We also provide an example of reporting psychometric data for a gamified task. Despite a long history of cognitive task gamification, the field lacks standard practices regarding how these tasks are made and measured [16]. Any advancement in how these tasks are designed and used requires a stronger base of knowledge on how individual game elements affect cognitive behavioral measures [25,32]. One of the most cited reasons for gamifying tasks is to address the limitations of standard neuropsychological testing [16]; however, these games will never be acceptable replacements for traditional tests if they are not subjected to the same rigorous standards of reliability and validity.
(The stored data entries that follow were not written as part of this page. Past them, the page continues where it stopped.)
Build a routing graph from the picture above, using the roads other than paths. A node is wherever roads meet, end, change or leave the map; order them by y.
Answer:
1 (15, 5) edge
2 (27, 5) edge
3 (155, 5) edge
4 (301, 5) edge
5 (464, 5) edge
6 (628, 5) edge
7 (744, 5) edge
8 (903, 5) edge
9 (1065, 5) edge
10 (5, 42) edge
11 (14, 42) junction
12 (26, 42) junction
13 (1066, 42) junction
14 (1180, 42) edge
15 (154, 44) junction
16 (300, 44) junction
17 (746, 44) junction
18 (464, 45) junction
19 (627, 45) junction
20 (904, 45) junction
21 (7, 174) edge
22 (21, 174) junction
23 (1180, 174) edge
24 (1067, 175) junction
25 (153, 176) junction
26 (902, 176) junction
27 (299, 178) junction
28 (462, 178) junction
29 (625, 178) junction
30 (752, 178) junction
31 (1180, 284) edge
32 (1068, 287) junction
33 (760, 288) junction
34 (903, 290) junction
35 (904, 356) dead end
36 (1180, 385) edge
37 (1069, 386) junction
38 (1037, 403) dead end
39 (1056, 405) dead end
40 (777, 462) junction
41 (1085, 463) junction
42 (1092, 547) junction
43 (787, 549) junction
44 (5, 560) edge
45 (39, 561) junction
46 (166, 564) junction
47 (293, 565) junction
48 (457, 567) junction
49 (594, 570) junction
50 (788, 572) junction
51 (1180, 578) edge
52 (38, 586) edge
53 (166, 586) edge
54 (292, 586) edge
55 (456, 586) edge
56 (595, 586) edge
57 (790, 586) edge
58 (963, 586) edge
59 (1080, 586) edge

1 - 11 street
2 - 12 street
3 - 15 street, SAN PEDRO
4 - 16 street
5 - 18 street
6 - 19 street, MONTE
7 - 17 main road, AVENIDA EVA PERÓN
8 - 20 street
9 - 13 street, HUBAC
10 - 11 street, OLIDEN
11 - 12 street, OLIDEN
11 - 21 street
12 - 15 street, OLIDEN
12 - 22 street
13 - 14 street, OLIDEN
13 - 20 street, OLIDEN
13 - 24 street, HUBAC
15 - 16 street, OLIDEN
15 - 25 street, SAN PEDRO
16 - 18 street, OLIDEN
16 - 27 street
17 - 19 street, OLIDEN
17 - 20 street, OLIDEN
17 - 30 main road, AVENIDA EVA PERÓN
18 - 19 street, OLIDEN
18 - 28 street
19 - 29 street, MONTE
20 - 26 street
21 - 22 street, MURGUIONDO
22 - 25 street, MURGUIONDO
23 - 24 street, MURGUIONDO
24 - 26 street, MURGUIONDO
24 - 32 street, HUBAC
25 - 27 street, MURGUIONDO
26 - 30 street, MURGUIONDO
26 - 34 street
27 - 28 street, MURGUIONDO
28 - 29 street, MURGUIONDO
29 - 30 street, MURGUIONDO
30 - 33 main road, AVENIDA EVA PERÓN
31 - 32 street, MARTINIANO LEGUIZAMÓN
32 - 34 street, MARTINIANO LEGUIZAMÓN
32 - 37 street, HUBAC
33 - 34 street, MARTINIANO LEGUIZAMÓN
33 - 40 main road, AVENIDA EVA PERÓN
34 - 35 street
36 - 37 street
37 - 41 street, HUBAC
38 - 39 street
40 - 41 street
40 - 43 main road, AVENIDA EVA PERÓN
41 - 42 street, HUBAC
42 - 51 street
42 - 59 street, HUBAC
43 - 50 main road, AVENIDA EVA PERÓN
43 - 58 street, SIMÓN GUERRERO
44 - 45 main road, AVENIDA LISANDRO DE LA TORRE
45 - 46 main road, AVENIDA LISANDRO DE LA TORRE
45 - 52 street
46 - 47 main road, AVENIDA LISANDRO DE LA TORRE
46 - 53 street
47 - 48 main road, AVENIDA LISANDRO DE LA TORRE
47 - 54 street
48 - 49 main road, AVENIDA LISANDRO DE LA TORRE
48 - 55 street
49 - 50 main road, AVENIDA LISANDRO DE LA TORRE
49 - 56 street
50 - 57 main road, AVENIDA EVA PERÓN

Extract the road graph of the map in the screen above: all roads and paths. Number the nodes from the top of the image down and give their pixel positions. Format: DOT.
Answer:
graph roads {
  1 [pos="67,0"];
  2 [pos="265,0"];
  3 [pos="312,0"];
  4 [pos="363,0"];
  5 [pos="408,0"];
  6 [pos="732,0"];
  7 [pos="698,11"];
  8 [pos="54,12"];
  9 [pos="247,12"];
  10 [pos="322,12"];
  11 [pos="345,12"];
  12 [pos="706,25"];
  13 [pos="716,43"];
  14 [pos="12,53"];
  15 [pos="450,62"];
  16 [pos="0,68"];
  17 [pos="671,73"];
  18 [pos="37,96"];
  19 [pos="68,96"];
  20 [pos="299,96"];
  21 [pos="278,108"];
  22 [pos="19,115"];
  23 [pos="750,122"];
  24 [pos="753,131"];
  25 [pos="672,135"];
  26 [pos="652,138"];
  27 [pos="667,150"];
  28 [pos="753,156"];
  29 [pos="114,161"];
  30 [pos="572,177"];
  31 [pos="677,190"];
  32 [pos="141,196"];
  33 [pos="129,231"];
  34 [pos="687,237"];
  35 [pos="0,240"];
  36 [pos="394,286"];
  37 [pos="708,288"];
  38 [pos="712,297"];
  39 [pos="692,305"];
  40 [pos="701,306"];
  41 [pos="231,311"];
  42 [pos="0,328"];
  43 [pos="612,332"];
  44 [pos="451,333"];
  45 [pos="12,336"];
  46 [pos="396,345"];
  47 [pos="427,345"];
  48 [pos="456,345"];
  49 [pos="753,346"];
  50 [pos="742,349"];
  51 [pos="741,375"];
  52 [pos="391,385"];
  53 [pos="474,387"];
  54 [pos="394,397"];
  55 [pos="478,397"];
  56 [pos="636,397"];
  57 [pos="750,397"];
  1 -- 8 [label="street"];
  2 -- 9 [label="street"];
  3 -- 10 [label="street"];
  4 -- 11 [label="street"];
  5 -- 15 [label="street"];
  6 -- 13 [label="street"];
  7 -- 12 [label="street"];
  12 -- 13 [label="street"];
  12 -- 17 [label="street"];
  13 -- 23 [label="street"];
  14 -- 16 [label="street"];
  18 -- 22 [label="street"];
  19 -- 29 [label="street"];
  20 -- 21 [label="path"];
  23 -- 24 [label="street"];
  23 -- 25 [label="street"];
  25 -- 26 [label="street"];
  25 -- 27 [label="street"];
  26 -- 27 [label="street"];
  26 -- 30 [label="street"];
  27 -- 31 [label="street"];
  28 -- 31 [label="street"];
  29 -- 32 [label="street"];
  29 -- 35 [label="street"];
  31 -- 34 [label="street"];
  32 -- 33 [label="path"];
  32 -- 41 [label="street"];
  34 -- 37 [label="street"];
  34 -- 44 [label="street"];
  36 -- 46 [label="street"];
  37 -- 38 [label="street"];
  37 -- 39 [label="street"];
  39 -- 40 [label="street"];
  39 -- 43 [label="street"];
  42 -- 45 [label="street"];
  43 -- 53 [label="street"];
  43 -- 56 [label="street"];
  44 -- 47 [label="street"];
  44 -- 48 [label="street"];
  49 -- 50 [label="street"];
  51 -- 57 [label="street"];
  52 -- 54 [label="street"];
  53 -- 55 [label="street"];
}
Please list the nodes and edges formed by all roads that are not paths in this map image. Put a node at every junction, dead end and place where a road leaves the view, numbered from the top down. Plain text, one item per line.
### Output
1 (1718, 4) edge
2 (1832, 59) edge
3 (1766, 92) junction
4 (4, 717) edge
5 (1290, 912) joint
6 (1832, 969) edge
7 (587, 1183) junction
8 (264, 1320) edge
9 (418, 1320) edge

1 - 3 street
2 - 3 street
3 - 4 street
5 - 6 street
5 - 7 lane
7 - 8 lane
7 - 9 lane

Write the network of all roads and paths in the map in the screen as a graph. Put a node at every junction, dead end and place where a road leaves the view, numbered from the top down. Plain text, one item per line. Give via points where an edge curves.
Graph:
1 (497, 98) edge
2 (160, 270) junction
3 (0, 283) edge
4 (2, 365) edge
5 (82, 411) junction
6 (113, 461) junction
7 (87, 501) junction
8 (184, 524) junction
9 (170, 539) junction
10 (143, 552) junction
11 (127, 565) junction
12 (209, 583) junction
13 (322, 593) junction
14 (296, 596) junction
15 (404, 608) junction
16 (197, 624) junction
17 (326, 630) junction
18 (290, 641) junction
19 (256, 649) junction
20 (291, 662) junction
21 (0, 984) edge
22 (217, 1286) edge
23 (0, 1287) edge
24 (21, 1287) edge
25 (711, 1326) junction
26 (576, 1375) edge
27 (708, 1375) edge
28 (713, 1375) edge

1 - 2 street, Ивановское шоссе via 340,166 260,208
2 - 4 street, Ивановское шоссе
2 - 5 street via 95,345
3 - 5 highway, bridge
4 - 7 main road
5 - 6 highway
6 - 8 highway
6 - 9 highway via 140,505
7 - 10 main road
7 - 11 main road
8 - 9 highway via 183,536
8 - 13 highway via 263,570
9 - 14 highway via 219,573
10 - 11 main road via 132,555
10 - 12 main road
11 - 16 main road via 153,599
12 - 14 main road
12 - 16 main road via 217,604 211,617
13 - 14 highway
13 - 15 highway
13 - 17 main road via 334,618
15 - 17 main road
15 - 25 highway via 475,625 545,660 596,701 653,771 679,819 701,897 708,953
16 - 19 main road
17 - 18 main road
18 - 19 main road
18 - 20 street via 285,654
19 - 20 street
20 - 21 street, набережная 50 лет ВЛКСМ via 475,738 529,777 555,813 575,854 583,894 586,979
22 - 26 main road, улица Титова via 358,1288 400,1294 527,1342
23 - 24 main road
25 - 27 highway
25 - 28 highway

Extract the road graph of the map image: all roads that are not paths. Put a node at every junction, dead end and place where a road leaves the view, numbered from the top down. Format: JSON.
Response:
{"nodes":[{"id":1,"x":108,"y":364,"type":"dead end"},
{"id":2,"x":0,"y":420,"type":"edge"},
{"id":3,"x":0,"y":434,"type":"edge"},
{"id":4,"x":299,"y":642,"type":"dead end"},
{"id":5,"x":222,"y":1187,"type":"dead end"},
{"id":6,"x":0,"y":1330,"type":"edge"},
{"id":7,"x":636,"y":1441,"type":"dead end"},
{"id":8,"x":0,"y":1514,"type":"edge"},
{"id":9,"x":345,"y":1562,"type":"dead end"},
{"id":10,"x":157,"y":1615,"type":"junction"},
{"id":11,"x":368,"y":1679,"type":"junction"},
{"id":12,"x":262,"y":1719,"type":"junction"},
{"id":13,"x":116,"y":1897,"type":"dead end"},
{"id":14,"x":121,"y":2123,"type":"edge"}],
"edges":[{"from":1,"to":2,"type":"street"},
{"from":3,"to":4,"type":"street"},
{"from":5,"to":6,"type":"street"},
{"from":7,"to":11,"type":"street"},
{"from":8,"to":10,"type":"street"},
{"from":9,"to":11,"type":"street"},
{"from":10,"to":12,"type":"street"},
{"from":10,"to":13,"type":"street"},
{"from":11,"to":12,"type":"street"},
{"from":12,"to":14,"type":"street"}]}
The results of this study suggest a potential advantage of using game-like tasks to assess cognitive functioning, especially for difficult-to-reach populations or individuals who cannot be subjected to prolonged testing. For example, gamified tasks have been shown to provide a more engaging environment that creates a more captivating setting that may aid in collecting data from populations with a lower attention span, such as children or groups of patients with concentration or attention deficits [52].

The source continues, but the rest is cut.